Konzernvorstände und Welthandelsorganisation rufen nach der UNO. Sie soll das „Finanzierungssystem sichern“, ohne den Welthandel einzuschränken  ■ Von Andreas Zumach

Genf/New York (taz) – Gleich zum Auftakt der mit hochrangigen Vertretern internationaler Konzerne und der UNO besetzten Tagung zum Thema „Globalisierung und die Folgen“ in Genf verlor Nestlé-Chef Helmut Maucher die Fassung. „Die Warnungen vor einer angeblichen Umarmung der UNO durch das Big Business sind ekelhaft“, erregte sich der Vorstandsvorsitzende der Schweizer Nestlé AG. Mit einem Jahresumsatz von knapp 20 Milliarden Franken sowie Niederlassungen in rund 90 Staaten ist das Unternehmen der größte Nahrungsmittelkonzern der Erde. „Die Kritiker der Veranstaltung haben sich disqualifiziert“, schimpfte Maucher in Richtung eines verlorenen Haufens von 200 Demonstranten, die erst Stunden später vor dem UNO- Palast friedlich gegen die Veranstaltung und gegen das geplante Multinationale Investitionsabkommen (MAI) protestierten.

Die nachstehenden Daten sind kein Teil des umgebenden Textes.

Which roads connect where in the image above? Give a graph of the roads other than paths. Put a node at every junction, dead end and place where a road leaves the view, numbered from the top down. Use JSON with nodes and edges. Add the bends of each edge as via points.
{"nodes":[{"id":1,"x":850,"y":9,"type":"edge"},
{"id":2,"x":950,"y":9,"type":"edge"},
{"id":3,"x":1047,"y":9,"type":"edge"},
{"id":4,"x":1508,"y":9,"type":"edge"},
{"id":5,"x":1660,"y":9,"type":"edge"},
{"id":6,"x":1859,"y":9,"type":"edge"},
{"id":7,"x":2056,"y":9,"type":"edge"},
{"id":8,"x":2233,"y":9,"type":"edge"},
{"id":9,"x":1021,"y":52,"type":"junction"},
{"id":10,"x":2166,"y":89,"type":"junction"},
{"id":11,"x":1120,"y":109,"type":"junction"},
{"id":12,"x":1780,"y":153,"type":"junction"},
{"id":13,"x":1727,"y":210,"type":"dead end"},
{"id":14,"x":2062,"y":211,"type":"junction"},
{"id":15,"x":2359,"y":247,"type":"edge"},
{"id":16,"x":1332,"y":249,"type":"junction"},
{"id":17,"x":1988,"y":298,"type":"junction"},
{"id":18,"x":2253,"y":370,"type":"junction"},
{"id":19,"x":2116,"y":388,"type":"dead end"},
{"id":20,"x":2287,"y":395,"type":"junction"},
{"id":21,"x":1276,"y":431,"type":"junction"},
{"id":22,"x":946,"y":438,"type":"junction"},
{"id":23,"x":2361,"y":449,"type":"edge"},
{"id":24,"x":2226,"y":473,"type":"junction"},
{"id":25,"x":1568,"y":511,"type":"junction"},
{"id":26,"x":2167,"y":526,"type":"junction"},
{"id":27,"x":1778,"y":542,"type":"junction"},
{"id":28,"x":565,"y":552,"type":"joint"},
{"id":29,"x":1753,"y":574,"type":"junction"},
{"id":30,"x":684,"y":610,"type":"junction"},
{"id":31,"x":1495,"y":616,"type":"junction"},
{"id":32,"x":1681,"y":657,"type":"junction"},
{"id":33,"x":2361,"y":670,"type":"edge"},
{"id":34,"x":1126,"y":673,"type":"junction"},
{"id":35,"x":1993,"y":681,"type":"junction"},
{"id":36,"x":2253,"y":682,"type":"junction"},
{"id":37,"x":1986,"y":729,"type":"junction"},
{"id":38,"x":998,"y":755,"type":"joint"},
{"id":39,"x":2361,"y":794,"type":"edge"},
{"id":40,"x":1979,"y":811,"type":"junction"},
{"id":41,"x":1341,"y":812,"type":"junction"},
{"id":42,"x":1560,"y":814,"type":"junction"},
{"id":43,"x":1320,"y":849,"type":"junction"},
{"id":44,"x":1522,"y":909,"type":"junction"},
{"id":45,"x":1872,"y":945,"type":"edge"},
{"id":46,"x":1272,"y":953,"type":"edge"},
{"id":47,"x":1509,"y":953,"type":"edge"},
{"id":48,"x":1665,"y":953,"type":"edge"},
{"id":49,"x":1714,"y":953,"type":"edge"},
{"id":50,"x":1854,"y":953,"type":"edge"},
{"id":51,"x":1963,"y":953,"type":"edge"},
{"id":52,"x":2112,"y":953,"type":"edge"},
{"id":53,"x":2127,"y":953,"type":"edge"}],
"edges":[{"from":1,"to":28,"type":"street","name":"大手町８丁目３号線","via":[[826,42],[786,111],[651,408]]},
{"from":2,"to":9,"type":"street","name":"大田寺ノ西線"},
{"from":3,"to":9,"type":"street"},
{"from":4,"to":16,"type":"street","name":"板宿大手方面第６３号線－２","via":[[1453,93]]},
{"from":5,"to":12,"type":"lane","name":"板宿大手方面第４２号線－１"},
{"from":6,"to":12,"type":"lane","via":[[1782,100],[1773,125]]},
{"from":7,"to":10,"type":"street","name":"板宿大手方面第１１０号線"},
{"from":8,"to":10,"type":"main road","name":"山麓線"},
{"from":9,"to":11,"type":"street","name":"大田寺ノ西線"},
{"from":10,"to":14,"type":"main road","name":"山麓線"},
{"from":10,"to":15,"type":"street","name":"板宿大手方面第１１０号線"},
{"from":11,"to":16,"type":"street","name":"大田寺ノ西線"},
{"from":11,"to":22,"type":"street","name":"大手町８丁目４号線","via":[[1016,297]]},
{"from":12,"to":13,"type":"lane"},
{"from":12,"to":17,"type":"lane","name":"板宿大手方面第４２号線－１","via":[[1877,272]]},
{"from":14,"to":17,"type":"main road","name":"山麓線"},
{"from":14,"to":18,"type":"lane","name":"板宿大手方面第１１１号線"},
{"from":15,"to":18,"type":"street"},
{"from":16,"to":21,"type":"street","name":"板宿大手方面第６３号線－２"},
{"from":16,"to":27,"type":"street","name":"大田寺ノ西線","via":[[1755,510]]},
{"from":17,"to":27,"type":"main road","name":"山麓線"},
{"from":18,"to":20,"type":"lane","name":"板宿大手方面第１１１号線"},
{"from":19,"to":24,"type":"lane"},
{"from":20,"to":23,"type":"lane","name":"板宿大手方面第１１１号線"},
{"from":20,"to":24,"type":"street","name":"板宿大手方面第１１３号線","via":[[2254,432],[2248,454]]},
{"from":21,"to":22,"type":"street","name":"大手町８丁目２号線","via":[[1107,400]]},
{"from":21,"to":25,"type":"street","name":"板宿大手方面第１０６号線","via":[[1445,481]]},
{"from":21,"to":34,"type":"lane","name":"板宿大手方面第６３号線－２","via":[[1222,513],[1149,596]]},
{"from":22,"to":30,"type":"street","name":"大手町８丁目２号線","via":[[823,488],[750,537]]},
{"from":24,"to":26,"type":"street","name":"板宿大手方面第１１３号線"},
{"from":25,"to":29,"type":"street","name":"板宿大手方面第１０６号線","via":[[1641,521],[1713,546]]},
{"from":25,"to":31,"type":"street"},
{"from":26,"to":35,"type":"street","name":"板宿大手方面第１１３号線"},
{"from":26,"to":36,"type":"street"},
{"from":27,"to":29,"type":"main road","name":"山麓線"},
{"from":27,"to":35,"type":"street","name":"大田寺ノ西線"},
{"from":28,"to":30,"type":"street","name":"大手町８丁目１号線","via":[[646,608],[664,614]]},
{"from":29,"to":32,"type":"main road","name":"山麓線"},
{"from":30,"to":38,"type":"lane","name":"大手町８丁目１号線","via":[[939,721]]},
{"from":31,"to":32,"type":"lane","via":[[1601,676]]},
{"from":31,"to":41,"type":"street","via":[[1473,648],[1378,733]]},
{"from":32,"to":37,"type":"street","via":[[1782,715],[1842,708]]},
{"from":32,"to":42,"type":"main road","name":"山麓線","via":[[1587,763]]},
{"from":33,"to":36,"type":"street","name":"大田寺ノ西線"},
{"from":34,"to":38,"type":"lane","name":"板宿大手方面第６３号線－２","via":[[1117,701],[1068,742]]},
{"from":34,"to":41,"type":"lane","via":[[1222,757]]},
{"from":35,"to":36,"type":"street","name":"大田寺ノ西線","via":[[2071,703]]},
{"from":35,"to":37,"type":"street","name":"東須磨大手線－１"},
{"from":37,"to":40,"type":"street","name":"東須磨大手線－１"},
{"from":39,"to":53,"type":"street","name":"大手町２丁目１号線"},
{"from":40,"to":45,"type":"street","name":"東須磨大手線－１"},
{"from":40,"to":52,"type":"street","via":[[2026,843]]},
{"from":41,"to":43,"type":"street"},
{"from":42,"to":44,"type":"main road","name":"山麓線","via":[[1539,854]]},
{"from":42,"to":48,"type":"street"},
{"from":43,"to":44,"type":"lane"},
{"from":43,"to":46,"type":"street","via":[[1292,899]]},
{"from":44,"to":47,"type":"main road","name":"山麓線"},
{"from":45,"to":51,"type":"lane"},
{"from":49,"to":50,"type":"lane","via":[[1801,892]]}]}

Maucher (71), seit 50 Jahren in Nestlés Diensten, ist ein Konzernmanager der alten Schule. Unter seiner Ägide als Chef der deutschen Nestlé in den siebziger und achtziger Jahren wurden Kritiker des Vertriebs von Milchpulver in Drittweltländer als Psychopathen und kommunistische Spinner denunziert. Die nach wie vor restriktive Pressepolitik der Konzernzentrale in Vevey am Genfer See erinnert selbst wirtschaftsfreundliche Journalisten an die Praxis von Regierungen des ehemaligen Ostblocks. Insofern ist Maucher als amtierender Präsident der „Internationalen Handelskammer“ (ICC) eine Fehlbesetzung.

Besser werden Philosophie und Strategie dieser Dachorganisation von 130 nationalen Handelskammern und mehreren tausend Unternehmen vom britischen Unilever-Chef Niall Fitz Gerald repräsentiert. „Statt die Kritiker der Globalisierung zu ignorieren, müssen wir sie in einen kritischen Dialog einbinden und versuchen auf ihre oftmals berechtigten Bedenken zu reagieren“, betonte Fitz Gerald wenige Minuten nach Mauchers Ausbruch.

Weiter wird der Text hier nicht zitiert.